Ses propos ont suscité un commentaire cinglant de la part du chroniqueur indien Bhaskar Menon, qui couvre depuis plus de quatre décennies les affaires internationales, en particulier depuis les Nations Unies à New York. Il proposait le 21 février sur son blog que si Cameron voulait améliorer les relations, il devrait commencer par reconnaître les atrocités que l’empire britannique a commis en Inde, et ailleurs, depuis l’époque de l’empire britannique.

Voici des extraits de l’article de Bhaskar Menon, qui recoupe à plusieurs égards notre analyse de l’empire financier de la City de Londres. voir la rubrique British Imperialism / L’Impérialisme britannique

« La Grande-Bretagne a maintenu ses intérêts impériaux dans la région et au niveau international même sans l’appareil du colonialisme. Ceci a été accompli grâce au maintien du contrôle sur le trafic illicite de stupéfiants, que la Grande-Bretagne fut la première à lancer au XVIIIe siècle en exportant de l’opium indien vers la Chine.

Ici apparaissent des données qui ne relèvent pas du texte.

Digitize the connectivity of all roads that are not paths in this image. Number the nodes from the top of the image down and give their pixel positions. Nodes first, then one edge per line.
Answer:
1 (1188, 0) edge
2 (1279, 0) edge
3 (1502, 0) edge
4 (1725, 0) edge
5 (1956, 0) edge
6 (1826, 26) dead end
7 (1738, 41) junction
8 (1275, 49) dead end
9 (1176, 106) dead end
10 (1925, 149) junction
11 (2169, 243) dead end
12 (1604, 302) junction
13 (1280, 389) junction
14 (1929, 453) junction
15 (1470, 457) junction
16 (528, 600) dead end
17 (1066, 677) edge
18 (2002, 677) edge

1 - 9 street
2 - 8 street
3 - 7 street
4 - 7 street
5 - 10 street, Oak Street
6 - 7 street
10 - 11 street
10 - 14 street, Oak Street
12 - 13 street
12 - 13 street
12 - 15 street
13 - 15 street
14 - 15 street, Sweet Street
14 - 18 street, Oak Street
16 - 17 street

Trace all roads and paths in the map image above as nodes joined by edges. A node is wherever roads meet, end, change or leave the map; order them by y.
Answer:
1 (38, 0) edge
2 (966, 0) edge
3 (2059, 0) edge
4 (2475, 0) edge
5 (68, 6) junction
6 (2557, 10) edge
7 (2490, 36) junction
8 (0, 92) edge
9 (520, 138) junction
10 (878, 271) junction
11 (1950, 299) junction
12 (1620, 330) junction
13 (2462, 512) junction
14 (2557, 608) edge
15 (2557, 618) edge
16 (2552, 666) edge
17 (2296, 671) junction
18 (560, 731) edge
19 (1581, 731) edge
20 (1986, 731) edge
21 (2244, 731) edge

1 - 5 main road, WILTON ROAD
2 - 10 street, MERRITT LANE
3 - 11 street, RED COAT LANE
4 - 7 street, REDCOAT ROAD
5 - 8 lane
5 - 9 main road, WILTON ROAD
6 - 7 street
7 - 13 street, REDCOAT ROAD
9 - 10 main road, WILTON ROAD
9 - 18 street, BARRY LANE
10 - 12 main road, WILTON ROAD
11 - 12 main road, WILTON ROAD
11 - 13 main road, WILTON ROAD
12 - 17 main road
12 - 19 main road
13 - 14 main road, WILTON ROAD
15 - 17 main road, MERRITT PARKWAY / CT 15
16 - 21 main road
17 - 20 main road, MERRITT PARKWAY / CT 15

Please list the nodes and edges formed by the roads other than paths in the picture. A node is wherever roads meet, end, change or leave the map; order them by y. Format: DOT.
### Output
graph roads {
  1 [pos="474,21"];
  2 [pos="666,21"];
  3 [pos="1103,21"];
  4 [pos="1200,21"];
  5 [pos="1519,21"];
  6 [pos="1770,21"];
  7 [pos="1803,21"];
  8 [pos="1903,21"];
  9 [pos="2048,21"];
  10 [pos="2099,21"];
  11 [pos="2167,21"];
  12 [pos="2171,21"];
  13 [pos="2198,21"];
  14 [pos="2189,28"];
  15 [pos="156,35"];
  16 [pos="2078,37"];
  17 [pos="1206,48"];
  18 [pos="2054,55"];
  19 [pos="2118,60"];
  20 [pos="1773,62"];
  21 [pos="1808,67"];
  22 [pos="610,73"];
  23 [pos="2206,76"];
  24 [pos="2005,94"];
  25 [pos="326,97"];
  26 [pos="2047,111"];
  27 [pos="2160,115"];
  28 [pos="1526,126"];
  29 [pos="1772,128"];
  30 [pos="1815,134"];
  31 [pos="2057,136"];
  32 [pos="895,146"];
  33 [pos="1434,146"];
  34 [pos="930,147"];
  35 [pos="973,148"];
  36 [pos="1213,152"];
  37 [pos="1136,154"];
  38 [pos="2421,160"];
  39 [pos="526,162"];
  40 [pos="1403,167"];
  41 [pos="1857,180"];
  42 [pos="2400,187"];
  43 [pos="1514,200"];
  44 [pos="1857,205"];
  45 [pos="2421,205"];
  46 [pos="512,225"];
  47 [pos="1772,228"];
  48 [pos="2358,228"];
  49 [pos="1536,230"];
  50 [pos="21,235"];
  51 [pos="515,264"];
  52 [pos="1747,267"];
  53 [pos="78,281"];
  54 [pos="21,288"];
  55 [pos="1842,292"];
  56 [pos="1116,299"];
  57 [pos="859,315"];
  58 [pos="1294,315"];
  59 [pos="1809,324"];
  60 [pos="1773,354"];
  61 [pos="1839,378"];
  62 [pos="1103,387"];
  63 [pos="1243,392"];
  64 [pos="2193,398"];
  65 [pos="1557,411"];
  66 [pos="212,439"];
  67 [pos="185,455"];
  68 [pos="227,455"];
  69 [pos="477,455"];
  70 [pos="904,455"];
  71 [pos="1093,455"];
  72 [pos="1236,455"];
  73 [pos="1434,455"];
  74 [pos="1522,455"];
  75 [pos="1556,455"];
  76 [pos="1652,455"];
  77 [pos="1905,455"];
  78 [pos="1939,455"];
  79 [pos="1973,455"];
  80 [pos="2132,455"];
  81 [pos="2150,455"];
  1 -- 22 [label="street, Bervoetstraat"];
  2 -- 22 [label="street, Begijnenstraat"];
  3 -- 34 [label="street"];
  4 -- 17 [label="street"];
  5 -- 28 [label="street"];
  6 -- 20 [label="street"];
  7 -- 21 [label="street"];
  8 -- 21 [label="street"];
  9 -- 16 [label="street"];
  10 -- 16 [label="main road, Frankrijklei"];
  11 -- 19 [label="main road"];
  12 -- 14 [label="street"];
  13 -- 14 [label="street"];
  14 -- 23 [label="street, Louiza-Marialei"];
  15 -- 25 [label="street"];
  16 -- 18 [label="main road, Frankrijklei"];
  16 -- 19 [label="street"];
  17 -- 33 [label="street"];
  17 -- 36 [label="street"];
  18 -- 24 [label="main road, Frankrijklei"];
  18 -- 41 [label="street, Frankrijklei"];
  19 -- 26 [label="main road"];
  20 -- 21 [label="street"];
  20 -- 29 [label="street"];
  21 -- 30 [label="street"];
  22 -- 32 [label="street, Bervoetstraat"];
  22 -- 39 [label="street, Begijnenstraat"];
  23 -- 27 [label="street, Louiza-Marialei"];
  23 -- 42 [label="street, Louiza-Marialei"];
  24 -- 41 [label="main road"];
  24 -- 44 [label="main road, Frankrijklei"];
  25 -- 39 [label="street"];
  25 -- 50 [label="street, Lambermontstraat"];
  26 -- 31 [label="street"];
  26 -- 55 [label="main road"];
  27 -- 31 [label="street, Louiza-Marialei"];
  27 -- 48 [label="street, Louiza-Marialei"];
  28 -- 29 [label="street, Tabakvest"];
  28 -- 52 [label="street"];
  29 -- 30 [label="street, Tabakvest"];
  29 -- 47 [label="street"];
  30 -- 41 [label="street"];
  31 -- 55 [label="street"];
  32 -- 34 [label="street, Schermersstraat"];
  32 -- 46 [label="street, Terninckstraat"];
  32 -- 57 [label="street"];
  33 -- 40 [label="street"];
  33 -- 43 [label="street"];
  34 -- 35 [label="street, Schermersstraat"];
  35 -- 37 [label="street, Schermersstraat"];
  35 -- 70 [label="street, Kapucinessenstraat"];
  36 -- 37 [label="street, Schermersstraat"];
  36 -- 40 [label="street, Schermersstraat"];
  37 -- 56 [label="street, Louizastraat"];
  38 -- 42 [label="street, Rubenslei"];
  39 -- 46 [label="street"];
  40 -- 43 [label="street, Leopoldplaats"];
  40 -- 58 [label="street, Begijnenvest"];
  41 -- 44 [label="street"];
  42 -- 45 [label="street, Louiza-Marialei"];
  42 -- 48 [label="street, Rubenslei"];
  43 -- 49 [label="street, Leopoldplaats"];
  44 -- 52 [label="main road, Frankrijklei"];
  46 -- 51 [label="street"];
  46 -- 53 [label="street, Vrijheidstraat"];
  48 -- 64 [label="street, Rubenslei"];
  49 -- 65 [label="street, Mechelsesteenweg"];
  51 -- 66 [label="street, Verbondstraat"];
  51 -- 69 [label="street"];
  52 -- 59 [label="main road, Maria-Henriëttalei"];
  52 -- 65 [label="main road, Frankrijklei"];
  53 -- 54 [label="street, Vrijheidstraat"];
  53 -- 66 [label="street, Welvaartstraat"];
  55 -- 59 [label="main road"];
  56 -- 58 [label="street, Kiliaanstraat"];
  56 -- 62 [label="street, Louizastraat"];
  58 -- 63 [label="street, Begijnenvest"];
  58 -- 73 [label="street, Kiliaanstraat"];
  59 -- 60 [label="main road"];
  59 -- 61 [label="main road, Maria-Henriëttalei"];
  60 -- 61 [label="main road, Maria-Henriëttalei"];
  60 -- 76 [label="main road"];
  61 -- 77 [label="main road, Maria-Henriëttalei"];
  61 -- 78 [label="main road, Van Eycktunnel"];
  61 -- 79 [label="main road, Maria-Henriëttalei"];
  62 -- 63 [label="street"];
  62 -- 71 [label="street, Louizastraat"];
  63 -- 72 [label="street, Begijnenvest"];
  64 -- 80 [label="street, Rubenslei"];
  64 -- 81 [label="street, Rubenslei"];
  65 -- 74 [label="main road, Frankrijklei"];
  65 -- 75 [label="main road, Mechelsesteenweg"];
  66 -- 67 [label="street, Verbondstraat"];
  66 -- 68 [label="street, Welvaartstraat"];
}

« En Asie du Sud, le contrôle du trafic de drogue est passé par l’ISI, le service d’espionnage pakistanais notoire établi en 1948 par un officier servant dans l’Armée britannique, ainsi que le parrainage d’al-Qaïda et des Talibans. Ensemble, ils ont fait en sorte que l’Afghanistan reste un repère de voyous sans foi ni loi, préalable à la production de l’opium ; le pays fournit désormais plus de 90 % de l’approvisionnement illicite mondial.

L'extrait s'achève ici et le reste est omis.